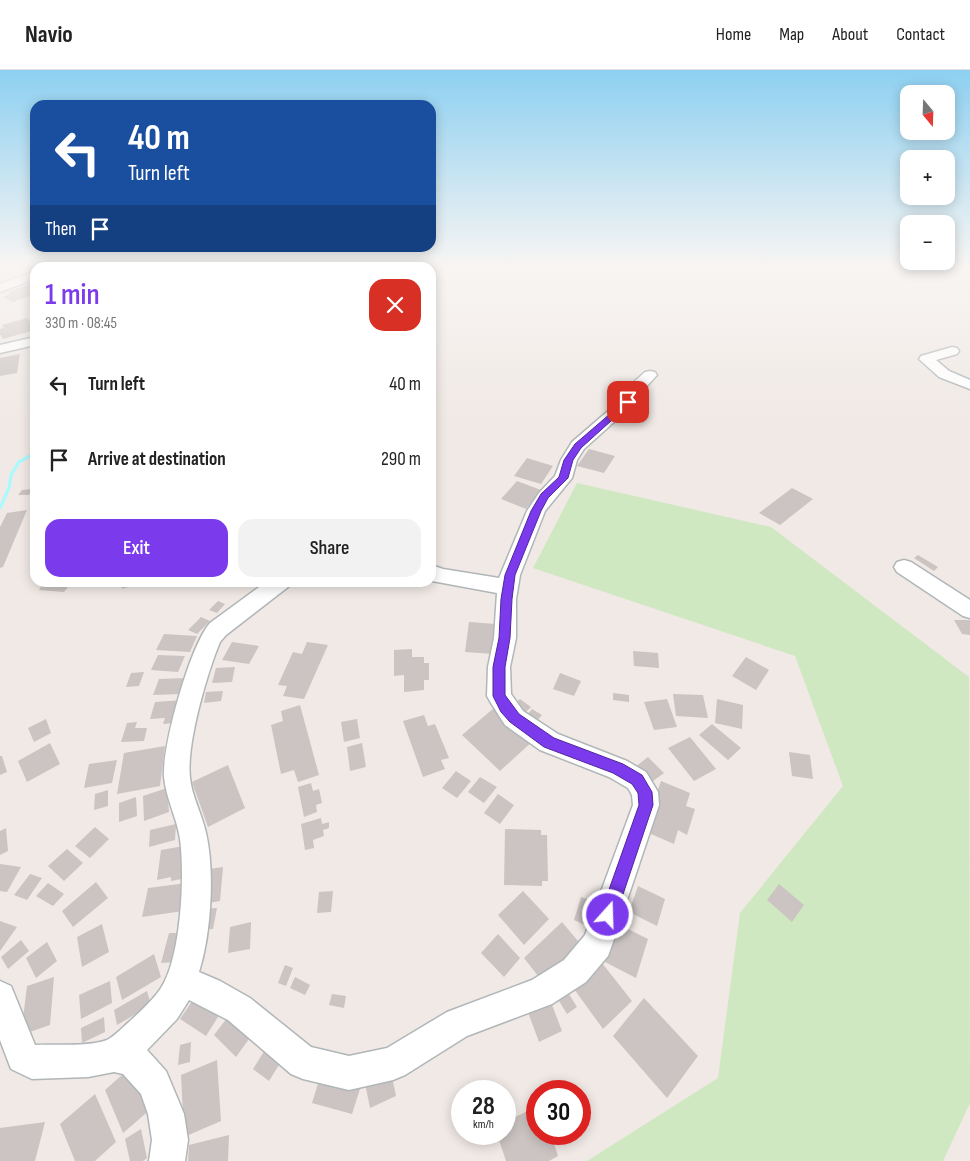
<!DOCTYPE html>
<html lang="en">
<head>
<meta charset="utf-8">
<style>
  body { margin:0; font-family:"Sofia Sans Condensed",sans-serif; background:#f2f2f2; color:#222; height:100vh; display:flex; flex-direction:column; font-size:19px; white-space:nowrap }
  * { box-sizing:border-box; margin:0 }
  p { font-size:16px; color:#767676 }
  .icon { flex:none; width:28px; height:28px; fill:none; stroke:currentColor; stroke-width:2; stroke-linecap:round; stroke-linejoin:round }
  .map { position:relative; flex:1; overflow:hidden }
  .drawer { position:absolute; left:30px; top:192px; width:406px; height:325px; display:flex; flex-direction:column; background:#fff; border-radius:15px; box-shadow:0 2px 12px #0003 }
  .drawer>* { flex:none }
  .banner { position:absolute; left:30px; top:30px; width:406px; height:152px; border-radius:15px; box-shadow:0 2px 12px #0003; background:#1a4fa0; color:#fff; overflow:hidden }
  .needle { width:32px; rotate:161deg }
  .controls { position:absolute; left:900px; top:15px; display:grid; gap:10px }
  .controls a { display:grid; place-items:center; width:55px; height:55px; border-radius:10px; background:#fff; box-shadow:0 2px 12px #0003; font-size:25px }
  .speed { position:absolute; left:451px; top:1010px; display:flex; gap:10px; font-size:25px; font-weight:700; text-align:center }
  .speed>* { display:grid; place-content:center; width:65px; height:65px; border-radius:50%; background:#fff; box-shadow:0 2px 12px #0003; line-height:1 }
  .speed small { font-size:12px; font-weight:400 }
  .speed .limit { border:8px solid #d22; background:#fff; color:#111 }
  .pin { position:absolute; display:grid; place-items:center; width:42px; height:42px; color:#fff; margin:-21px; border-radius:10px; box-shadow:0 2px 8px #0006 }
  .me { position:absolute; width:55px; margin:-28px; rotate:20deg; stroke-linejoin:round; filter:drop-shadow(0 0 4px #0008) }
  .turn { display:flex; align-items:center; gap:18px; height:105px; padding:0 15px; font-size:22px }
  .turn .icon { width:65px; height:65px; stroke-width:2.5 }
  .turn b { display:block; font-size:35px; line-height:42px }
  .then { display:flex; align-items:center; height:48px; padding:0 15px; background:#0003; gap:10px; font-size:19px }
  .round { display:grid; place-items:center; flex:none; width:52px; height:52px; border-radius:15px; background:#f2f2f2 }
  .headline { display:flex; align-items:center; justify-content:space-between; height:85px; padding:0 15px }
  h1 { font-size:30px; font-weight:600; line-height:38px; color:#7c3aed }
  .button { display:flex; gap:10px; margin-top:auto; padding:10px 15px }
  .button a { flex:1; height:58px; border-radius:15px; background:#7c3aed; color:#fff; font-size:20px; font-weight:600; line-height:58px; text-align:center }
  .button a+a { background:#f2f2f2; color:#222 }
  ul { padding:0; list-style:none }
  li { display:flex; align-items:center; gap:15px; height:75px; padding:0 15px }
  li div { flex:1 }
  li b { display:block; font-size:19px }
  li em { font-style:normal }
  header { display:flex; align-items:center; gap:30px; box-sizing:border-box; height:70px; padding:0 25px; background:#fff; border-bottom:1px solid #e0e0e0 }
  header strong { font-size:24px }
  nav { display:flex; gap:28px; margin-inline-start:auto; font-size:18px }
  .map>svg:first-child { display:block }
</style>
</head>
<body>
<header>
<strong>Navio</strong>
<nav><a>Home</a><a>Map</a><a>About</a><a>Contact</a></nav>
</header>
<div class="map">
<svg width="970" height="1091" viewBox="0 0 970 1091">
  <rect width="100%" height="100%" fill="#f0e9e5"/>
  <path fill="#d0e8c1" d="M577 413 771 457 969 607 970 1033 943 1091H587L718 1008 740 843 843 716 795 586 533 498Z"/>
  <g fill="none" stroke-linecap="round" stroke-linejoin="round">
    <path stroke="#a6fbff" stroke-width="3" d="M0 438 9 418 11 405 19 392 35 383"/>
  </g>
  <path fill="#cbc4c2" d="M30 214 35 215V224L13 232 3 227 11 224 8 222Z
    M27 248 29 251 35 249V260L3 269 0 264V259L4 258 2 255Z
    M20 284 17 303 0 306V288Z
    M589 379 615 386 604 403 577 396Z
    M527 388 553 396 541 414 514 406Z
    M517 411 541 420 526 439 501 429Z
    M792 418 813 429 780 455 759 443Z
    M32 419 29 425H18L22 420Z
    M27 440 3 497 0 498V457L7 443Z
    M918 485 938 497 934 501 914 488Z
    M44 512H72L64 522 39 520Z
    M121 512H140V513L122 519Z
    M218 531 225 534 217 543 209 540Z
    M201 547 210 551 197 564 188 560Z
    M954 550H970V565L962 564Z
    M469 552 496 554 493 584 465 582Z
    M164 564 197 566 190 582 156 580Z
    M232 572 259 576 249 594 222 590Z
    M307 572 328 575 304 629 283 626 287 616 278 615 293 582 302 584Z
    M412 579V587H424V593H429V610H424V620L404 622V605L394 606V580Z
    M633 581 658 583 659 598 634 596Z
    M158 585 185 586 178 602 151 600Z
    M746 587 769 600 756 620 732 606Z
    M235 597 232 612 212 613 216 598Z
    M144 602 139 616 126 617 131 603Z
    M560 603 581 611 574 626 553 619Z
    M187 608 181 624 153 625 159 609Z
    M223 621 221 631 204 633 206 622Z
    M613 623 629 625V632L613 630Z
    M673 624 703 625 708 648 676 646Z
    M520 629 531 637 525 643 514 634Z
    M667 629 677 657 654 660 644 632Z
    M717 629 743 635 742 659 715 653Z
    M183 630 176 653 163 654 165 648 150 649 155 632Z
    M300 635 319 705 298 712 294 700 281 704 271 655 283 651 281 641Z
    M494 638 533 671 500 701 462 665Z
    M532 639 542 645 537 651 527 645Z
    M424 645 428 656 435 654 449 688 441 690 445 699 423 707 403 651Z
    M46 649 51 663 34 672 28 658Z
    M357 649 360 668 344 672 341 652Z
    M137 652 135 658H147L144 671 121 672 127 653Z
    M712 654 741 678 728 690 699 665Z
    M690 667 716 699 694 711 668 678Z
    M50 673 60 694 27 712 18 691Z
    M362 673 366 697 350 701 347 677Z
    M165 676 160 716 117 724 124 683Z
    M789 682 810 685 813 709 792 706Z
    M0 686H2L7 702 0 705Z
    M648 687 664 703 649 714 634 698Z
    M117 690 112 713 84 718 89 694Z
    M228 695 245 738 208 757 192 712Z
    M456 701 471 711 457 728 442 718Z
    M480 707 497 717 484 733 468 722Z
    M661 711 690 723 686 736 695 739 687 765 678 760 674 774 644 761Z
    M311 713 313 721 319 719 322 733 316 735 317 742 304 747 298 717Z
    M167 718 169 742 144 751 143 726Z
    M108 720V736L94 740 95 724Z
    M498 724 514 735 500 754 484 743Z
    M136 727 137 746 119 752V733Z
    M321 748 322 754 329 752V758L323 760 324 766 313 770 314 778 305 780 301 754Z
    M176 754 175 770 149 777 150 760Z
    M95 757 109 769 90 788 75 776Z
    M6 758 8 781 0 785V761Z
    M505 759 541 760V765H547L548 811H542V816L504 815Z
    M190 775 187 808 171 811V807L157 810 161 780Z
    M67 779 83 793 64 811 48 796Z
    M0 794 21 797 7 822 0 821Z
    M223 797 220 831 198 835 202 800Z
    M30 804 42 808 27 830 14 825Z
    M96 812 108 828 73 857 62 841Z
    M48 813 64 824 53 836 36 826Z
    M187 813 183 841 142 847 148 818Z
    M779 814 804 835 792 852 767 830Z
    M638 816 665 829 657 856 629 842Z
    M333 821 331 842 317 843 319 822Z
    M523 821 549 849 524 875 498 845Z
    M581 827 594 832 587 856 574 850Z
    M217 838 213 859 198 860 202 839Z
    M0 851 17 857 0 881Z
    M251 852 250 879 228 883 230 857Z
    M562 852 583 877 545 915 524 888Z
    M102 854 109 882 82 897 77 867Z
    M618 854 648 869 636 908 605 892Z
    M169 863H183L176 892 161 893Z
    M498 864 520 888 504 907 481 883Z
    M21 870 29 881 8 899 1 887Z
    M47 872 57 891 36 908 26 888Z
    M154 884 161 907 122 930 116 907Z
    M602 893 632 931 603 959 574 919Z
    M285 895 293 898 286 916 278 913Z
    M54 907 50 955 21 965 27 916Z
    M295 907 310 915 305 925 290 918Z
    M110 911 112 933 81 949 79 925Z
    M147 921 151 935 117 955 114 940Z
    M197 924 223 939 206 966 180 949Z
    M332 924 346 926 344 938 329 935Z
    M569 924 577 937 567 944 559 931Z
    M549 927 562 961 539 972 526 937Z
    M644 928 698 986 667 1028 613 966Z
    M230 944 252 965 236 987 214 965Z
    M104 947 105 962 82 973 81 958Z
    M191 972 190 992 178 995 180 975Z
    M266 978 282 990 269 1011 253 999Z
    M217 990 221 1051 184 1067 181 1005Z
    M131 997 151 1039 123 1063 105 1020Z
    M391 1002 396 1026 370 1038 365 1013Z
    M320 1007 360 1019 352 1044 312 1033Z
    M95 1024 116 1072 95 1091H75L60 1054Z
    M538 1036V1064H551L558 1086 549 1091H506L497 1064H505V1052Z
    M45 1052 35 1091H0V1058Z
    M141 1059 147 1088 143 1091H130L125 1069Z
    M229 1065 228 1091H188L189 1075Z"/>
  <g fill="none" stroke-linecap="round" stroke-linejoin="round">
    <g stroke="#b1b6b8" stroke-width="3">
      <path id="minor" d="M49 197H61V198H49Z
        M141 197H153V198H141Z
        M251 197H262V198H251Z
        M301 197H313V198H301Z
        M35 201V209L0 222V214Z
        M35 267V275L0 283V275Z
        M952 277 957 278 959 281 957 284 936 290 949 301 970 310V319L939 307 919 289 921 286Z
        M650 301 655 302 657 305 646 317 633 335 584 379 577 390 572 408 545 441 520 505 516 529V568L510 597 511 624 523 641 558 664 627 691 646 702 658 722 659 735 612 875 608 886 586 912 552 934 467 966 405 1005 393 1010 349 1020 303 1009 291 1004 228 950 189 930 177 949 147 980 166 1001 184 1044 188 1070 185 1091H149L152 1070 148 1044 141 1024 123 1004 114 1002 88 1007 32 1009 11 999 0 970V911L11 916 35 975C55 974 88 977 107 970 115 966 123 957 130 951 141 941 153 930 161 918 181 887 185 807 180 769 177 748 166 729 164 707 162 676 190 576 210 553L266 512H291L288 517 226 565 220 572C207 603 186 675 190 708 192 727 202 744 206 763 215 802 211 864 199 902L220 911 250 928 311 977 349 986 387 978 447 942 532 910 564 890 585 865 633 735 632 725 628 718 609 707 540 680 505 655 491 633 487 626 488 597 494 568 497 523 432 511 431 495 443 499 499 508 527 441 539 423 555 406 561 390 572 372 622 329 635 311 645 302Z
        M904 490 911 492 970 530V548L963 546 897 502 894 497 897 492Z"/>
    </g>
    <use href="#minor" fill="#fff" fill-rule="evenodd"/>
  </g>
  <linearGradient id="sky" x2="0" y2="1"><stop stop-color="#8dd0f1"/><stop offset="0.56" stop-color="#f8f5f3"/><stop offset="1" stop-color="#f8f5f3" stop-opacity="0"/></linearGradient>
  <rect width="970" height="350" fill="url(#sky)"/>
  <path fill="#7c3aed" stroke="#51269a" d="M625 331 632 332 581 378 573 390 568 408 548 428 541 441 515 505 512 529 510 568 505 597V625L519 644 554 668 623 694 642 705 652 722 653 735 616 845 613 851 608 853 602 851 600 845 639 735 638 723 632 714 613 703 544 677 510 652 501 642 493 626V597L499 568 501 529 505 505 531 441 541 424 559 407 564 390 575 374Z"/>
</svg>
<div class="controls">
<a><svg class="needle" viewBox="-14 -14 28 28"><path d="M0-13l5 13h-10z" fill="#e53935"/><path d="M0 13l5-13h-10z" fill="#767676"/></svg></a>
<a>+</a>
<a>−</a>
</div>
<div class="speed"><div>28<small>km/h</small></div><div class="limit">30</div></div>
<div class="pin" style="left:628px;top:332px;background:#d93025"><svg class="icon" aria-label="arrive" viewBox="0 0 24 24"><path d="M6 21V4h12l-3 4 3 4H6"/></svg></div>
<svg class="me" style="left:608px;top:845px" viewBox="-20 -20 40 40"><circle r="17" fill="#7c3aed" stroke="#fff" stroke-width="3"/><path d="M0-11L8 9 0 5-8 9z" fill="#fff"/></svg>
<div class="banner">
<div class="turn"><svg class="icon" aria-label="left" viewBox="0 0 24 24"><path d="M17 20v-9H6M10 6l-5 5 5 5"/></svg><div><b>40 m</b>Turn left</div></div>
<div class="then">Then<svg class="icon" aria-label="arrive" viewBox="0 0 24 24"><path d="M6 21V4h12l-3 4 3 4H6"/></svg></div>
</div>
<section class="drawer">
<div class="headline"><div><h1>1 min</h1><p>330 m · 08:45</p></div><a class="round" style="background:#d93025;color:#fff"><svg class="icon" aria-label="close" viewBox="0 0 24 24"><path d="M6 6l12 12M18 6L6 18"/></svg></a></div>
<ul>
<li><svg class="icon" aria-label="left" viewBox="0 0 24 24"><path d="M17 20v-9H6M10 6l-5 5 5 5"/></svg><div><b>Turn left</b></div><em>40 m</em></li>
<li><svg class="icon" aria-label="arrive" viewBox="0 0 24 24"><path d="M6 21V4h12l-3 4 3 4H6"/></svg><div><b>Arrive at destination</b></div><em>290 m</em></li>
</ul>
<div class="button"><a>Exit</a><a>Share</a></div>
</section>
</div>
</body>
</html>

----

Problem to solve – Your output is the lines from the top of the entries through the line containing "display:block; font-size:35px; line-height:42px", exactly as they stand. No pictures belong in it.

Written response –
<!DOCTYPE html>
<html lang="en">
<head>
<meta charset="utf-8">
<style>
  body { margin:0; font-family:"Sofia Sans Condensed",sans-serif; background:#f2f2f2; color:#222; height:100vh; display:flex; flex-direction:column; font-size:19px; white-space:nowrap }
  * { box-sizing:border-box; margin:0 }
  p { font-size:16px; color:#767676 }
  .icon { flex:none; width:28px; height:28px; fill:none; stroke:currentColor; stroke-width:2; stroke-linecap:round; stroke-linejoin:round }
  .map { position:relative; flex:1; overflow:hidden }
  .drawer { position:absolute; left:30px; top:192px; width:406px; height:325px; display:flex; flex-direction:column; background:#fff; border-radius:15px; box-shadow:0 2px 12px #0003 }
  .drawer>* { flex:none }
  .banner { position:absolute; left:30px; top:30px; width:406px; height:152px; border-radius:15px; box-shadow:0 2px 12px #0003; background:#1a4fa0; color:#fff; overflow:hidden }
  .needle { width:32px; rotate:161deg }
  .controls { position:absolute; left:900px; top:15px; display:grid; gap:10px }
  .controls a { display:grid; place-items:center; width:55px; height:55px; border-radius:10px; background:#fff; box-shadow:0 2px 12px #0003; font-size:25px }
  .speed { position:absolute; left:451px; top:1010px; display:flex; gap:10px; font-size:25px; font-weight:700; text-align:center }
  .speed>* { display:grid; place-content:center; width:65px; height:65px; border-radius:50%; background:#fff; box-shadow:0 2px 12px #0003; line-height:1 }
  .speed small { font-size:12px; font-weight:400 }
  .speed .limit { border:8px solid #d22; background:#fff; color:#111 }
  .pin { position:absolute; display:grid; place-items:center; width:42px; height:42px; color:#fff; margin:-21px; border-radius:10px; box-shadow:0 2px 8px #0006 }
  .me { position:absolute; width:55px; margin:-28px; rotate:20deg; stroke-linejoin:round; filter:drop-shadow(0 0 4px #0008) }
  .turn { display:flex; align-items:center; gap:18px; height:105px; padding:0 15px; font-size:22px }
  .turn .icon { width:65px; height:65px; stroke-width:2.5 }
  .turn b { display:block; font-size:35px; line-height:42px }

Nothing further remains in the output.